(Stored items)
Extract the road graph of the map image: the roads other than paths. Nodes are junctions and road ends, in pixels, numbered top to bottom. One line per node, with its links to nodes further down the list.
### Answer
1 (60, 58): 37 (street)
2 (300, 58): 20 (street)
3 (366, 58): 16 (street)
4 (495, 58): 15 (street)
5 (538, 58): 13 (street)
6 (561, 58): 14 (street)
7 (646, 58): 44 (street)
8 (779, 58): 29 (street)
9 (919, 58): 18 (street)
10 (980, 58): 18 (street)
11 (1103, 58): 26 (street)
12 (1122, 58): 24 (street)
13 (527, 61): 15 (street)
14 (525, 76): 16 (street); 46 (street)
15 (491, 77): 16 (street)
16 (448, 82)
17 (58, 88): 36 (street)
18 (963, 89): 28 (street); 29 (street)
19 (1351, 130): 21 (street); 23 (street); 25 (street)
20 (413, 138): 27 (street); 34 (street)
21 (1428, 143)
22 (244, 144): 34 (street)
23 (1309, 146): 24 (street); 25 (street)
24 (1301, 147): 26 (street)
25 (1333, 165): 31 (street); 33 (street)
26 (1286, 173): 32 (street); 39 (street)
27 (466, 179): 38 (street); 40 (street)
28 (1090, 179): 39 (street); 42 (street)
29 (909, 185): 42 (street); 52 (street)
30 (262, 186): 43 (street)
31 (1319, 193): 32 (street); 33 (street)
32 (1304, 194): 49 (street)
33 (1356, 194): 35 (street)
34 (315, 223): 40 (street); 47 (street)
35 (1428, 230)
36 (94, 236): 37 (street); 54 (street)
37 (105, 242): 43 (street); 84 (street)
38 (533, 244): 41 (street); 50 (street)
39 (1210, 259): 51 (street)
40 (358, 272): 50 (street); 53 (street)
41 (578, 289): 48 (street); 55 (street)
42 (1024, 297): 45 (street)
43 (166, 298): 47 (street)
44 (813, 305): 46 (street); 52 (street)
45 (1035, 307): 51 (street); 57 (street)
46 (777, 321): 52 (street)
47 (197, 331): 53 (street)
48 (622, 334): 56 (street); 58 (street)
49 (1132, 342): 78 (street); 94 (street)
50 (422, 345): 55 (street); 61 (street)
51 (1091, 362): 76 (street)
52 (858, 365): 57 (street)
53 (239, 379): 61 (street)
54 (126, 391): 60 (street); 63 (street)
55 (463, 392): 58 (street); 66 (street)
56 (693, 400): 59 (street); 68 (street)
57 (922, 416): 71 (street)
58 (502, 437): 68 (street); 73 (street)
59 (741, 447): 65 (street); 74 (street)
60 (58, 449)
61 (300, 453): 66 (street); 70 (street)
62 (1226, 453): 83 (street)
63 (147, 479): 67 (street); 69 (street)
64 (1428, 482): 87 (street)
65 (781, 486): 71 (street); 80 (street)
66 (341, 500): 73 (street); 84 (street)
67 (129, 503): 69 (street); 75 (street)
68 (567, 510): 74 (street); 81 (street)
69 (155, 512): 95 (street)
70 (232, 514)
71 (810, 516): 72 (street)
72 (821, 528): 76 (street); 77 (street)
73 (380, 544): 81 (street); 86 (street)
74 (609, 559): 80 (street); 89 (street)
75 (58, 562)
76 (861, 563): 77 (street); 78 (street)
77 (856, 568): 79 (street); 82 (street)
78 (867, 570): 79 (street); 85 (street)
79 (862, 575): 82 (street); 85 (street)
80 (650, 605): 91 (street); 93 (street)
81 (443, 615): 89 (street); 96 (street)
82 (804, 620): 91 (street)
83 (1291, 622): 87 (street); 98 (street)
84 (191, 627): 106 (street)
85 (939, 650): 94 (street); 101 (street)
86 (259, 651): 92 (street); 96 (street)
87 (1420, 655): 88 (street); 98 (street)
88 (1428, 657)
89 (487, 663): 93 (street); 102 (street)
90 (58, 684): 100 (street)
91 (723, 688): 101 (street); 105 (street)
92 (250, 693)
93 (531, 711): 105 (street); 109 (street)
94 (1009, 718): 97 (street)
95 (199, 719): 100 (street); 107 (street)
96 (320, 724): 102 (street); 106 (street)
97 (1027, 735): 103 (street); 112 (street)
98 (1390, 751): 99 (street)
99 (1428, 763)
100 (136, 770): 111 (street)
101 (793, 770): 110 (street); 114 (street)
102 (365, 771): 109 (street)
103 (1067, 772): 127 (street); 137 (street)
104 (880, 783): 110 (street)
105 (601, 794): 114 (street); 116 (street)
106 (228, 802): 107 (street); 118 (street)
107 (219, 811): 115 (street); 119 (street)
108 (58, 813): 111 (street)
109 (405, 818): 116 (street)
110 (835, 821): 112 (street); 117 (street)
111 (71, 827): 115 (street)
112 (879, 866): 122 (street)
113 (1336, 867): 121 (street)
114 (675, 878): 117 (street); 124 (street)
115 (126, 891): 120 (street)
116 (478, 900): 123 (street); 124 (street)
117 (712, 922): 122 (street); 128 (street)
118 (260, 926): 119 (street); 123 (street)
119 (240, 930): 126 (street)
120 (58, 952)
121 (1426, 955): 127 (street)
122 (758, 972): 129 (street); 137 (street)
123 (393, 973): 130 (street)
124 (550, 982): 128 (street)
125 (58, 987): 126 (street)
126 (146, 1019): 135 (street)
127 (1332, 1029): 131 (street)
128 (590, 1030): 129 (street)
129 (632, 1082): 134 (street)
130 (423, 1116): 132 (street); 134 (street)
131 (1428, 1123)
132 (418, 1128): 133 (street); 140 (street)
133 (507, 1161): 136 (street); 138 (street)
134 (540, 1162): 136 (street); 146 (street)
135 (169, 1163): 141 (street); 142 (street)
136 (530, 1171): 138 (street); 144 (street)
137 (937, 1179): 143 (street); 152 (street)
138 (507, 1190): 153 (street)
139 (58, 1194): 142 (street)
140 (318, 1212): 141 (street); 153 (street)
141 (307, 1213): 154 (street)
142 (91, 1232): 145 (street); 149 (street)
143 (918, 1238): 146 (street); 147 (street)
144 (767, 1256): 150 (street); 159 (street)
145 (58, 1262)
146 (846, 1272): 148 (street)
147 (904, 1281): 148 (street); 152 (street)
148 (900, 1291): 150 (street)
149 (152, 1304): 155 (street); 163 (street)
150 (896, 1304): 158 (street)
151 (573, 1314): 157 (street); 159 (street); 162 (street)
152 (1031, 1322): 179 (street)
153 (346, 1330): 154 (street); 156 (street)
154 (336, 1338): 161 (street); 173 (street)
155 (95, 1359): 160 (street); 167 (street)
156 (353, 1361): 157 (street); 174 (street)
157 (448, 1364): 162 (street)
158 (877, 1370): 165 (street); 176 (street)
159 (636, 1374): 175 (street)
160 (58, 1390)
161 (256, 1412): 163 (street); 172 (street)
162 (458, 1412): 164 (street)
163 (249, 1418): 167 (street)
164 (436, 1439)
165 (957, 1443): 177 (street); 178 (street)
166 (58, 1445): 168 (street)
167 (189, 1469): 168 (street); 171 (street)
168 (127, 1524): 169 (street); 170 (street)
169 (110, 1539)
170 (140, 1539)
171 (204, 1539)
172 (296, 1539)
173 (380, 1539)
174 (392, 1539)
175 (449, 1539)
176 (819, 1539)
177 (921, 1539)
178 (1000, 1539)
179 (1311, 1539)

* _Exercise details_
Copy out the records above exactly and completely.

* _Solution to this exercise_
Extract the road graph of the map image: the roads other than paths. Nodes are junctions and road ends, in pixels, numbered top to bottom. One line per node, with its links to nodes further down the list.
### Answer
1 (60, 58): 37 (street)
2 (300, 58): 20 (street)
3 (366, 58): 16 (street)
4 (495, 58): 15 (street)
5 (538, 58): 13 (street)
6 (561, 58): 14 (street)
7 (646, 58): 44 (street)
8 (779, 58): 29 (street)
9 (919, 58): 18 (street)
10 (980, 58): 18 (street)
11 (1103, 58): 26 (street)
12 (1122, 58): 24 (street)
13 (527, 61): 15 (street)
14 (525, 76): 16 (street); 46 (street)
15 (491, 77): 16 (street)
16 (448, 82)
17 (58, 88): 36 (street)
18 (963, 89): 28 (street); 29 (street)
19 (1351, 130): 21 (street); 23 (street); 25 (street)
20 (413, 138): 27 (street); 34 (street)
21 (1428, 143)
22 (244, 144): 34 (street)
23 (1309, 146): 24 (street); 25 (street)
24 (1301, 147): 26 (street)
25 (1333, 165): 31 (street); 33 (street)
26 (1286, 173): 32 (street); 39 (street)
27 (466, 179): 38 (street); 40 (street)
28 (1090, 179): 39 (street); 42 (street)
29 (909, 185): 42 (street); 52 (street)
30 (262, 186): 43 (street)
31 (1319, 193): 32 (street); 33 (street)
32 (1304, 194): 49 (street)
33 (1356, 194): 35 (street)
34 (315, 223): 40 (street); 47 (street)
35 (1428, 230)
36 (94, 236): 37 (street); 54 (street)
37 (105, 242): 43 (street); 84 (street)
38 (533, 244): 41 (street); 50 (street)
39 (1210, 259): 51 (street)
40 (358, 272): 50 (street); 53 (street)
41 (578, 289): 48 (street); 55 (street)
42 (1024, 297): 45 (street)
43 (166, 298): 47 (street)
44 (813, 305): 46 (street); 52 (street)
45 (1035, 307): 51 (street); 57 (street)
46 (777, 321): 52 (street)
47 (197, 331): 53 (street)
48 (622, 334): 56 (street); 58 (street)
49 (1132, 342): 78 (street); 94 (street)
50 (422, 345): 55 (street); 61 (street)
51 (1091, 362): 76 (street)
52 (858, 365): 57 (street)
53 (239, 379): 61 (street)
54 (126, 391): 60 (street); 63 (street)
55 (463, 392): 58 (street); 66 (street)
56 (693, 400): 59 (street); 68 (street)
57 (922, 416): 71 (street)
58 (502, 437): 68 (street); 73 (street)
59 (741, 447): 65 (street); 74 (street)
60 (58, 449)
61 (300, 453): 66 (street); 70 (street)
62 (1226, 453): 83 (street)
63 (147, 479): 67 (street); 69 (street)
64 (1428, 482): 87 (street)
65 (781, 486): 71 (street); 80 (street)
66 (341, 500): 73 (street); 84 (street)
67 (129, 503): 69 (street); 75 (street)
68 (567, 510): 74 (street); 81 (street)
69 (155, 512): 95 (street)
70 (232, 514)
71 (810, 516): 72 (street)
72 (821, 528): 76 (street); 77 (street)
73 (380, 544): 81 (street); 86 (street)
74 (609, 559): 80 (street); 89 (street)
75 (58, 562)
76 (861, 563): 77 (street); 78 (street)
77 (856, 568): 79 (street); 82 (street)
78 (867, 570): 79 (street); 85 (street)
79 (862, 575): 82 (street); 85 (street)
80 (650, 605): 91 (street); 93 (street)
81 (443, 615): 89 (street); 96 (street)
82 (804, 620): 91 (street)
83 (1291, 622): 87 (street); 98 (street)
84 (191, 627): 106 (street)
85 (939, 650): 94 (street); 101 (street)
86 (259, 651): 92 (street); 96 (street)
87 (1420, 655): 88 (street); 98 (street)
88 (1428, 657)
89 (487, 663): 93 (street); 102 (street)
90 (58, 684): 100 (street)
91 (723, 688): 101 (street); 105 (street)
92 (250, 693)
93 (531, 711): 105 (street); 109 (street)
94 (1009, 718): 97 (street)
95 (199, 719): 100 (street); 107 (street)
96 (320, 724): 102 (street); 106 (street)
97 (1027, 735): 103 (street); 112 (street)
98 (1390, 751): 99 (street)
99 (1428, 763)
100 (136, 770): 111 (street)
101 (793, 770): 110 (street); 114 (street)
102 (365, 771): 109 (street)
103 (1067, 772): 127 (street); 137 (street)
104 (880, 783): 110 (street)
105 (601, 794): 114 (street); 116 (street)
106 (228, 802): 107 (street); 118 (street)
107 (219, 811): 115 (street); 119 (street)
108 (58, 813): 111 (street)
109 (405, 818): 116 (street)
110 (835, 821): 112 (street); 117 (street)
111 (71, 827): 115 (street)
112 (879, 866): 122 (street)
113 (1336, 867): 121 (street)
114 (675, 878): 117 (street); 124 (street)
115 (126, 891): 120 (street)
116 (478, 900): 123 (street); 124 (street)
117 (712, 922): 122 (street); 128 (street)
118 (260, 926): 119 (street); 123 (street)
119 (240, 930): 126 (street)
120 (58, 952)
121 (1426, 955): 127 (street)
122 (758, 972): 129 (street); 137 (street)
123 (393, 973): 130 (street)
124 (550, 982): 128 (street)
125 (58, 987): 126 (street)
126 (146, 1019): 135 (street)
127 (1332, 1029): 131 (street)
128 (590, 1030): 129 (street)
129 (632, 1082): 134 (street)
130 (423, 1116): 132 (street); 134 (street)
131 (1428, 1123)
132 (418, 1128): 133 (street); 140 (street)
133 (507, 1161): 136 (street); 138 (street)
134 (540, 1162): 136 (street); 146 (street)
135 (169, 1163): 141 (street); 142 (street)
136 (530, 1171): 138 (street); 144 (street)
137 (937, 1179): 143 (street); 152 (street)
138 (507, 1190): 153 (street)
139 (58, 1194): 142 (street)
140 (318, 1212): 141 (street); 153 (street)
141 (307, 1213): 154 (street)
142 (91, 1232): 145 (street); 149 (street)
143 (918, 1238): 146 (street); 147 (street)
144 (767, 1256): 150 (street); 159 (street)
145 (58, 1262)
146 (846, 1272): 148 (street)
147 (904, 1281): 148 (street); 152 (street)
148 (900, 1291): 150 (street)
149 (152, 1304): 155 (street); 163 (street)
150 (896, 1304): 158 (street)
151 (573, 1314): 157 (street); 159 (street); 162 (street)
152 (1031, 1322): 179 (street)
153 (346, 1330): 154 (street); 156 (street)
154 (336, 1338): 161 (street); 173 (street)
155 (95, 1359): 160 (street); 167 (street)
156 (353, 1361): 157 (street); 174 (street)
157 (448, 1364): 162 (street)
158 (877, 1370): 165 (street); 176 (street)
159 (636, 1374): 175 (street)
160 (58, 1390)
161 (256, 1412): 163 (street); 172 (street)
162 (458, 1412): 164 (street)
163 (249, 1418): 167 (street)
164 (436, 1439)
165 (957, 1443): 177 (street); 178 (street)
166 (58, 1445): 168 (street)
167 (189, 1469): 168 (street); 171 (street)
168 (127, 1524): 169 (street); 170 (street)
169 (110, 1539)
170 (140, 1539)
171 (204, 1539)
172 (296, 1539)
173 (380, 1539)
174 (392, 1539)
175 (449, 1539)
176 (819, 1539)
177 (921, 1539)
178 (1000, 1539)
179 (1311, 1539)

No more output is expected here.